▸ **What is needed**: Among the records that follow, count the lines where "Primitz" appears, and state the count by itself.

[Dataset entries]
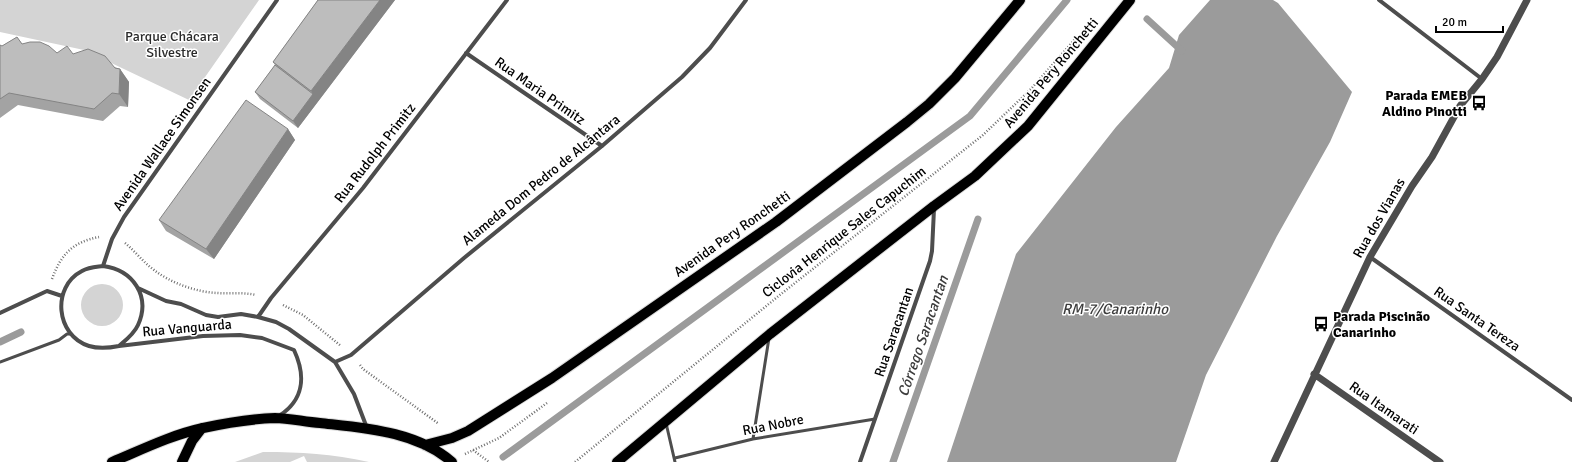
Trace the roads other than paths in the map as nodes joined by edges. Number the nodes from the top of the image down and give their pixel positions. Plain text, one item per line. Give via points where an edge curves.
1 (277, 0) edge
2 (507, 0) edge
3 (746, 0) edge
4 (1020, 0) edge
5 (1130, 0) edge
6 (1379, 0) edge
7 (1527, 0) edge
8 (466, 53) junction
9 (1482, 79) junction
10 (602, 146) junction
11 (934, 206) junction
12 (1370, 256) junction
13 (103, 266) junction
14 (138, 288) junction
15 (62, 296) junction
16 (0, 313) edge
17 (258, 317) junction
18 (71, 334) junction
19 (770, 334) junction
20 (119, 346) junction
21 (0, 362) edge
22 (335, 362) junction
23 (1314, 374) junction
24 (1572, 400) edge
25 (275, 418) junction
26 (875, 419) junction
27 (665, 421) junction
28 (202, 428) junction
29 (368, 429) junction
30 (754, 439) junction
31 (425, 445) junction
32 (675, 458) junction
33 (112, 462) edge
34 (182, 462) edge
35 (452, 462) edge
36 (618, 462) edge
37 (675, 462) edge
38 (860, 462) edge
39 (1274, 462) edge
40 (1440, 462) edge

1 - 13 street, Avenida Wallace Simonsen via 124,218 112,239
2 - 8 street, Rua Rudolph Primitz
3 - 10 street, Alameda Dom Pedro de Alcântara via 710,48 682,77
4 - 31 main road, Avenida Pery Ronchetti via 955,78 929,104 776,222 552,378 468,431
5 - 11 main road, Avenida Pery Ronchetti via 1028,126 975,176
6 - 9 street
7 - 9 street, Rua dos Vianas via 1497,57
8 - 10 street, Rua Maria Primitz
8 - 17 street, Rua Rudolph Primitz via 363,188
9 - 12 street, Rua dos Vianas via 1460,106 1432,157
10 - 22 street, Alameda Dom Pedro de Alcântara via 464,258 351,355
11 - 19 main road, Avenida Pery Ronchetti
11 - 26 street, Rua Saracantan via 930,261
12 - 23 street, Rua dos Vianas
12 - 24 street, Rua Santa Tereza
13 - 14 street via 123,272
13 - 15 street via 92,267 73,277
14 - 17 street, Rua Vanguarda via 206,315 218,317 241,314
14 - 20 street via 142,314 137,327
15 - 16 street via 47,291
15 - 18 street via 62,316
17 - 22 street, Rua Vanguarda via 289,329
18 - 20 street via 88,346
18 - 21 lane
19 - 27 main road, Avenida Pery Ronchetti
19 - 30 lane
20 - 25 street, Rua Vanguarda via 203,336 240,335 262,338 294,350 302,377 301,389 292,406
22 - 29 street, Rua Vanguarda via 354,394
23 - 39 street, Rua dos Vianas
23 - 40 street, Rua Itamarati
25 - 28 main road
25 - 29 main road
26 - 30 lane, Rua Nobre
26 - 38 street, Rua Saracantan
27 - 32 lane
27 - 36 main road, Avenida Pery Ronchetti
28 - 33 main road via 153,444
28 - 34 main road via 192,441
29 - 31 main road
30 - 32 lane, Rua Nobre
31 - 35 main road
32 - 37 lane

▸ **Answer below**: 3